Thanksgiving. Year two at the altar with the restaurant behind us. Thirty-six people — the count grows like everything in the Rivera universe, slowly, steadily, by addition and never by subtraction. Jim and Diane from Duluth, Roberto and Elena from Maryvale, the cousins, the neighbors, the firefighters who have become family, the restaurant staff who have become crew.
The tamale assembly line: 168 tamales this year. Elena commanding with the authority of a woman who has been making tamales for fifty years and who will be making tamales fifty years from now, because Elena does not acknowledge time and time has learned to accommodate her. Sofia rolled with professional precision — her cooking camp technique and her competition experience have elevated her tamale game to a level that Elena calls "acceptable," which is the highest tamale compliment in the Rivera household. Diego ate masa. Caught five times. Scolded five times. Undeterred five times. The boy's masa consumption is the one constant in an ever-changing Thanksgiving tableau.
The turkey: twenty-six pounds, smoked, brined, magnificent. The brisket from Rivera's: fifteen pounds, because the restaurant table and the home table have merged and the brisket goes wherever the family goes. The sides: tamales, rice, beans, mashed potatoes (Jessica and Diane, the Minnesota contingent), green chile stuffing (permanent fixture), cranberry salsa, sweet potatoes, corn (Sofia), three pies. The table groaned. The table held. The table always holds.
Sofia presented the Annual Thanksgiving Statistics Report, Year Four. Data points: tamale count trending upward (152, 152, 160, 168 — a 2.5% annual growth rate that Sofia projected will reach 200 by 2028). Turkey weight trending upward. Guest count trending upward. Diego's masa consumption: unmeasurable but significant. Jessica's mashed potato butter content: classified. The report is three pages long and includes a pie chart. The girl is eleven. She produces analytics reports about Thanksgiving. I do not know whether to be proud or frightened. I am both.

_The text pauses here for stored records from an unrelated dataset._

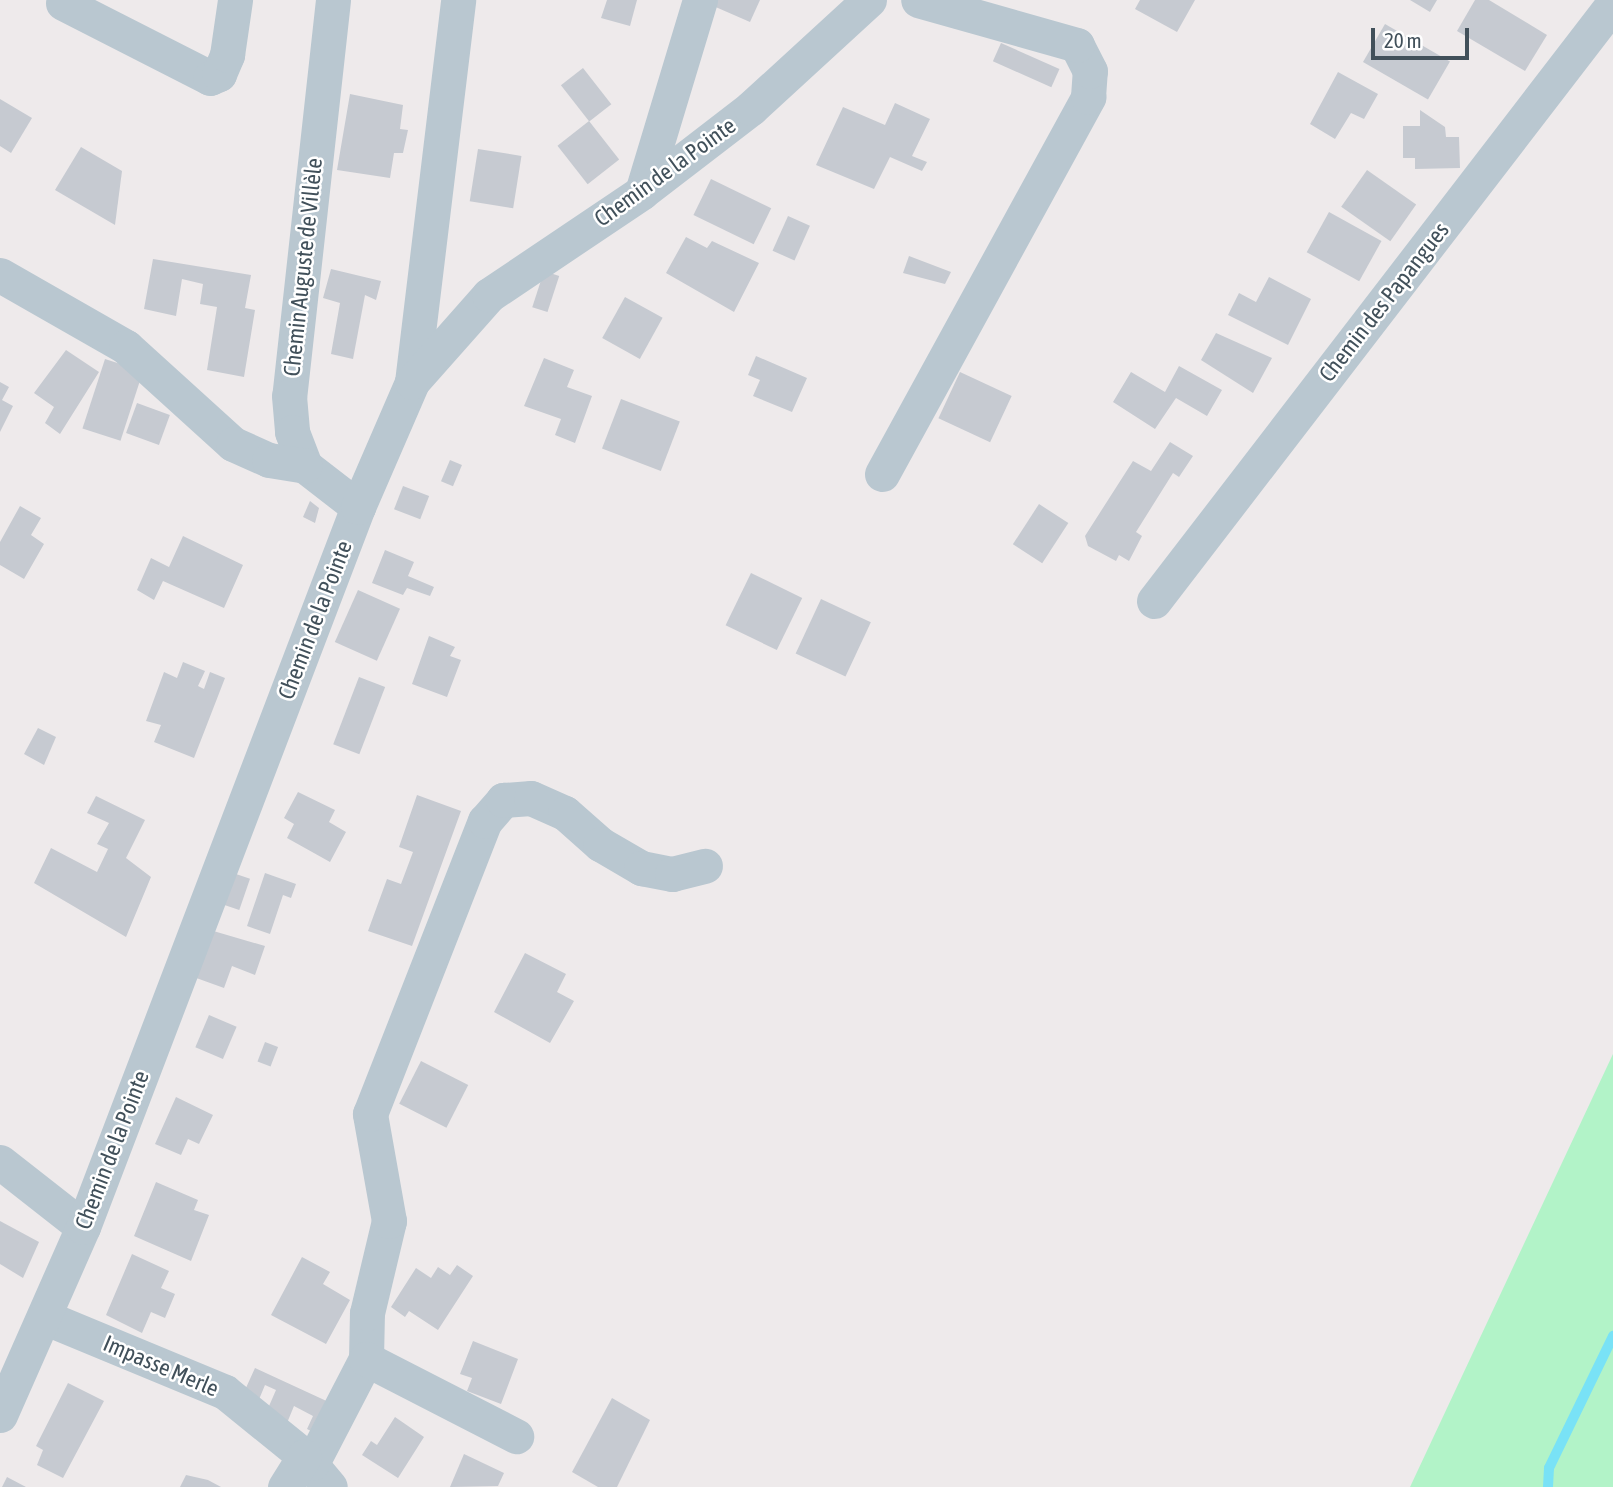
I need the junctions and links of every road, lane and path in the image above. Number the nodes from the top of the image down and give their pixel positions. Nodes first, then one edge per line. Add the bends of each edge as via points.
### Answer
1 (235, 0) edge
2 (333, 0) edge
3 (458, 0) edge
4 (700, 0) edge
5 (869, 0) edge
6 (918, 0) edge
7 (63, 3) dead end
8 (1613, 4) edge
9 (642, 192) junction
10 (0, 275) edge
11 (412, 382) junction
12 (305, 466) junction
13 (882, 474) dead end
14 (358, 507) junction
15 (1154, 601) dead end
16 (705, 866) dead end
17 (0, 1162) edge
18 (83, 1227) junction
19 (44, 1317) junction
20 (366, 1359) junction
21 (0, 1416) edge
22 (516, 1436) dead end
23 (315, 1469) edge
24 (285, 1487) edge

1 - 7 street via 227,55 219,74 210,78
2 - 12 street, Chemin Auguste de Villèle via 289,396 292,432
3 - 11 street
4 - 9 street
5 - 9 street, Chemin de la Pointe via 751,108
6 - 13 street via 1077,45 1090,71 1088,97
8 - 15 street, Chemin des Papangues
9 - 11 street, Chemin de la Pointe via 489,295
10 - 12 street via 126,347 233,444 269,460
11 - 14 street, Chemin de la Pointe
12 - 14 street
14 - 18 street, Chemin de la Pointe
16 - 20 street via 672,874 641,868 600,844 565,813 531,798 503,800 485,821 438,950 387,1060 370,1114 389,1221 367,1313
17 - 18 street
18 - 19 street, Chemin de la Pointe
19 - 21 street, Chemin de la Pointe
19 - 23 street, Impasse Merle via 225,1392
20 - 22 street
20 - 23 street
23 - 24 street

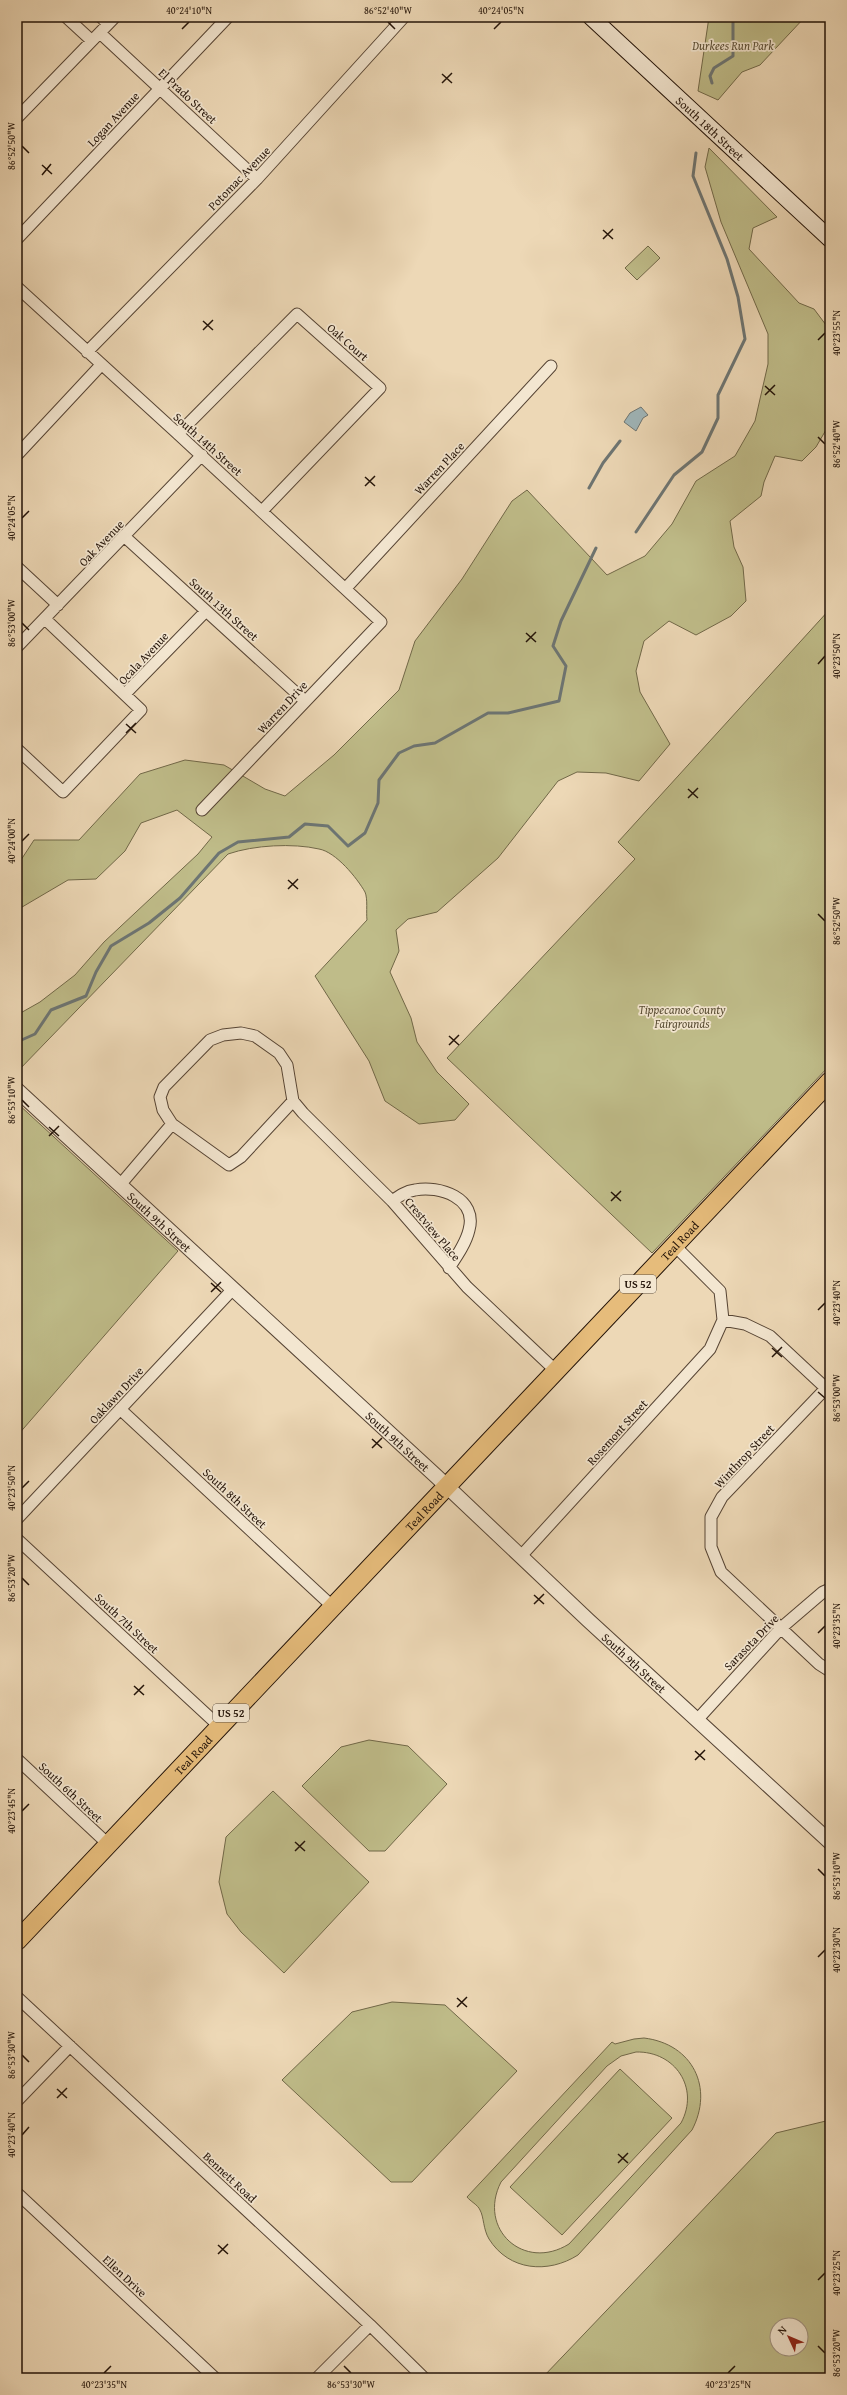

Jim's toast this year: "To the table that holds two families. To the food that holds the table. To Marcus, who holds the food. And to Roberto, who holds Marcus." He raised his glass. The toast was short and perfect and Jim sat down and ate three plates and did not make another speech for the rest of the night, because Jim gives one perfect speech per Thanksgiving and then returns to silence and turkey, which is the Jim way and which I have come to love as deeply as any Rivera tradition.
After three pies and a table that somehow held thirty-six people, you’d think I wouldn’t need to add anything — but Sofia’s Annual Statistics Report noted, correctly, that blueberry cake was conspicuously absent from Year Four’s dessert lineup, and when your eleven-year-old produces a pie chart pointing to the gap, you fill the gap. This blueberry cake with Wojapi sauce is the answer to that chart: layered, abundant, and exactly the kind of thing Jim would eat a second slice of before returning to his perfect silence.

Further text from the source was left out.